- _WHAT THE TASK ASKS_: Without the images, output every record exactly as it appears.

--- MATERIALS PROVIDED Enclosed Below ---

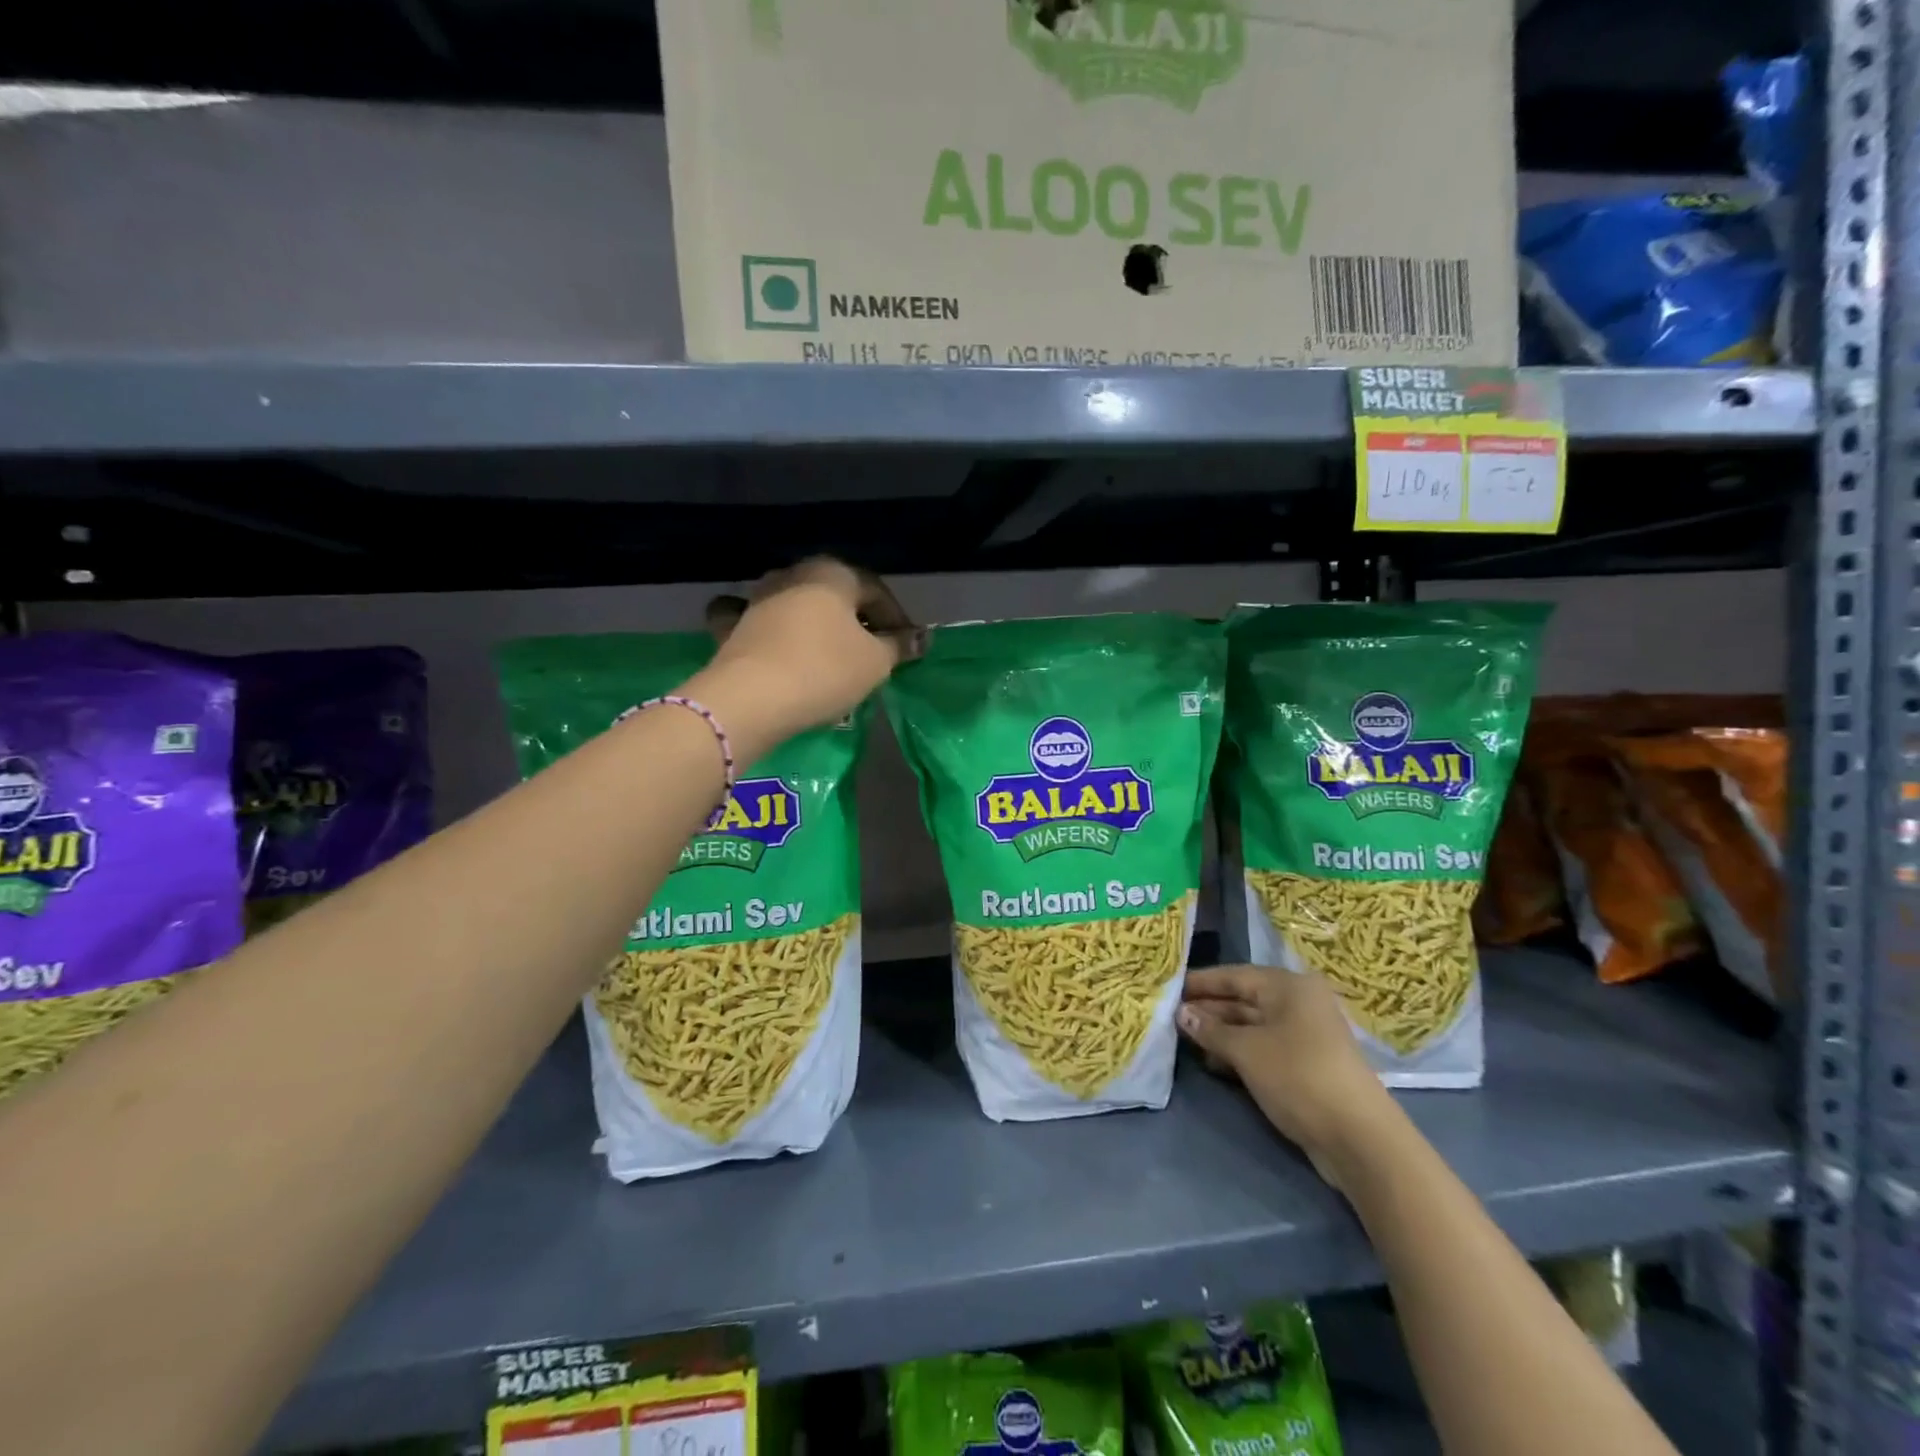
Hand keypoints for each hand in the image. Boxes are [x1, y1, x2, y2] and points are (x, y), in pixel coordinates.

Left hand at [692, 558, 921, 746]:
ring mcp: (757, 597)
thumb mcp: (875, 663)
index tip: (906, 649)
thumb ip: (899, 646)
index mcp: (833, 573)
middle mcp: (793, 574)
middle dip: (857, 621)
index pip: (877, 592)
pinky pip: (756, 621)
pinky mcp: (732, 626)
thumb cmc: (824, 671)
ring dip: (817, 625)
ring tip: (831, 655)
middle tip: (873, 653)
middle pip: (836, 596)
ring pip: (797, 605)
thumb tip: (920, 638)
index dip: (897, 621)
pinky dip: (769, 628)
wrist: (751, 699)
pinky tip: (772, 640)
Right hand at [1178, 966, 1398, 1190]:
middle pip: (1243, 1000)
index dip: (1200, 982)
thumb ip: (1211, 1030)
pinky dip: (1238, 1052)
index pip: (1234, 975)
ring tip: (1185, 1041)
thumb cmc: (1298, 1076)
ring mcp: (1305, 1035)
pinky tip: (1213, 1063)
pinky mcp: (1306, 1064)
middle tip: (1170, 1017)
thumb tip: (1181, 1014)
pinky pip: (1264, 1047)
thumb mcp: (1247, 1051)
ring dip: (1220, 1034)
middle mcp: (1298, 1003)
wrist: (1359, 1139)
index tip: (1168, 987)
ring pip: (1252, 1026)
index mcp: (1288, 987)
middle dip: (1208, 1010)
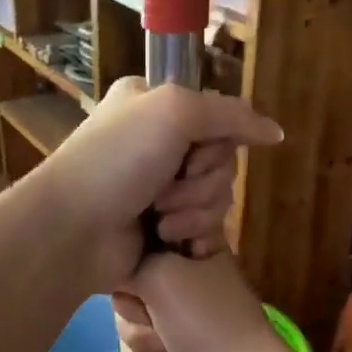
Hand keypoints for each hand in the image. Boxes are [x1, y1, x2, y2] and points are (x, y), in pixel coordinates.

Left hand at [29, 77, 281, 290]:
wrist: (73, 231)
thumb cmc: (116, 160)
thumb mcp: (174, 112)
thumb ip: (231, 115)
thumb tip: (277, 133)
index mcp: (154, 107)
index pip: (218, 120)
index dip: (215, 143)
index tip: (191, 154)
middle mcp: (158, 145)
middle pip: (222, 162)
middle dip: (201, 182)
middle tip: (164, 192)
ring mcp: (159, 191)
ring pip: (218, 198)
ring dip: (194, 212)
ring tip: (159, 222)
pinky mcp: (163, 230)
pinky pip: (208, 229)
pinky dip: (196, 236)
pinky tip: (177, 244)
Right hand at [113, 252, 289, 351]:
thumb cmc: (208, 323)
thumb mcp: (163, 276)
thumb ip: (130, 265)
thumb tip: (115, 271)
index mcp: (185, 255)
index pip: (134, 256)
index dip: (132, 277)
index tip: (147, 288)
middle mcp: (181, 286)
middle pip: (125, 303)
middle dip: (140, 327)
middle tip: (165, 331)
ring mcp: (178, 327)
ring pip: (129, 339)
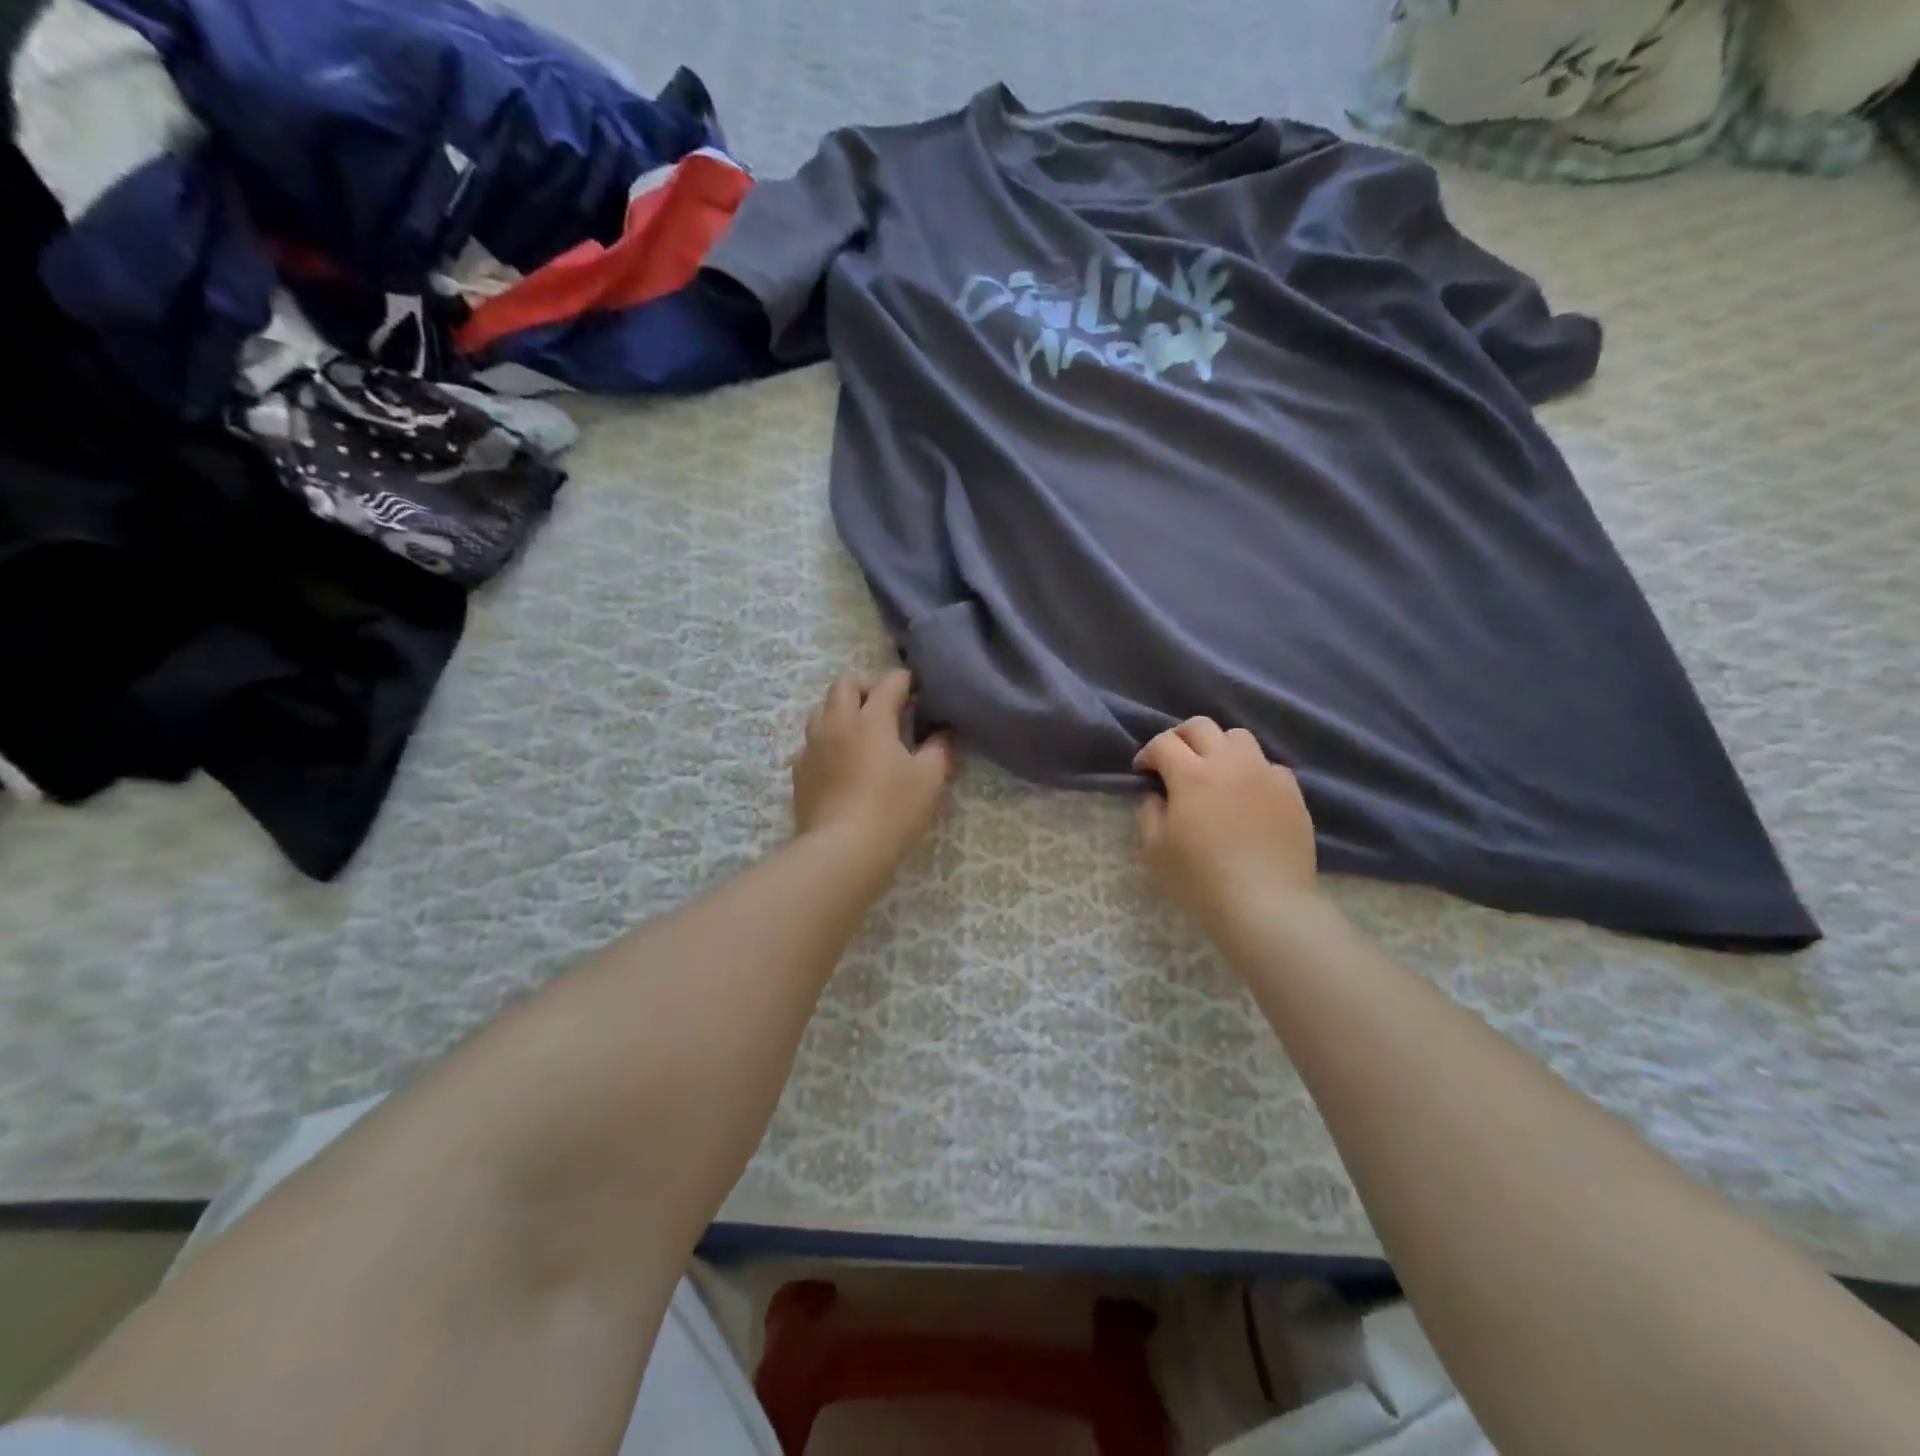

--- End of Enclosed MATERIALS PROVIDED ---

- _ANSWER AREA_:
Hand keypoints for each hand in the image. Boxes are [x1, y1, x2, y2] and points are (x, y), in pixel coordinates.

Left hand at [692, 558, 921, 746]:
ring mcp: (757, 597)
thumb mcp: (875, 663)
index tip: (906, 649)
thumb ip: (899, 646)
index mcp: (833, 573)
middle mcp: (793, 574)
middle dip: (857, 621)
index pip: (877, 592)
pinky pip: (756, 621)
pinky mcp: (732, 626)
thumb cmc: (824, 671)
ring dip: (817, 625)
ring tip: (831, 655)
middle tip: (873, 653)
middle pip: (836, 596)
ring pip: (797, 605)
thumb tip: (920, 638)
index dip: (897, 621)
pinky dip: (769, 628)
wrist: (751, 699)
pinky tip: (772, 640)
Right hand at [1178, 966, 1398, 1190]:
middle pip: (1243, 1000)
index dip: (1200, 982)
thumb ip: (1211, 1030)
pinky dip: (1238, 1052)
index pip: (1234, 975)
ring tip: (1185, 1041)
thumb cmc: (1298, 1076)
ring mcp: (1305, 1035)
pinky tip: (1213, 1063)
pinky mcp: (1306, 1064)
middle tip: (1170, 1017)
thumb tip: (1181, 1014)
pinky pip: (1264, 1047)
thumb mcp: (1247, 1051)
ring dip: (1220, 1034)
middle mcp: (1298, 1003)
wrist: (1359, 1139)
index tip: (1168, 987)
ring pip: (1252, 1026)
index mcp: (1288, 987)
middle dip: (1208, 1010)
Hand keypoints for each hand in the image. Boxes are [x1, y1, x2, y2] and points are (x, y), in pixel coordinates.

Left hand at [29, 77, 281, 290]:
wrist: (73, 231)
thumb cmc: (116, 160)
thumb mcp: (174, 112)
thumb ip: (231, 115)
thumb tip: (277, 133)
index mcp: (154, 107)
index pip: (218, 120)
index dip: (215, 143)
index tip: (191, 154)
middle mcp: (158, 145)
middle pip: (222, 162)
middle dip: (201, 182)
middle tip: (164, 192)
ring mcp: (159, 191)
ring pip: (218, 198)
ring dip: (194, 212)
ring tip: (159, 222)
pinky mcp: (163, 230)
pinky pip: (208, 229)
pinky dip: (196, 236)
pinky tip: (177, 244)
Right hand at [113, 252, 289, 351]:
thumb cmc: (208, 323)
thumb mcp: (163, 276)
thumb ip: (130, 265)
thumb tip: (115, 271)
index mcp: (185, 255)
index pip: (134, 256)
index dip: (132, 277)
index tip: (147, 288)
middle mcp: (181, 286)
middle pip: (125, 303)
middle dip: (140, 327)
middle tip: (165, 331)
ring mcp: (178, 327)
ring pip: (129, 339)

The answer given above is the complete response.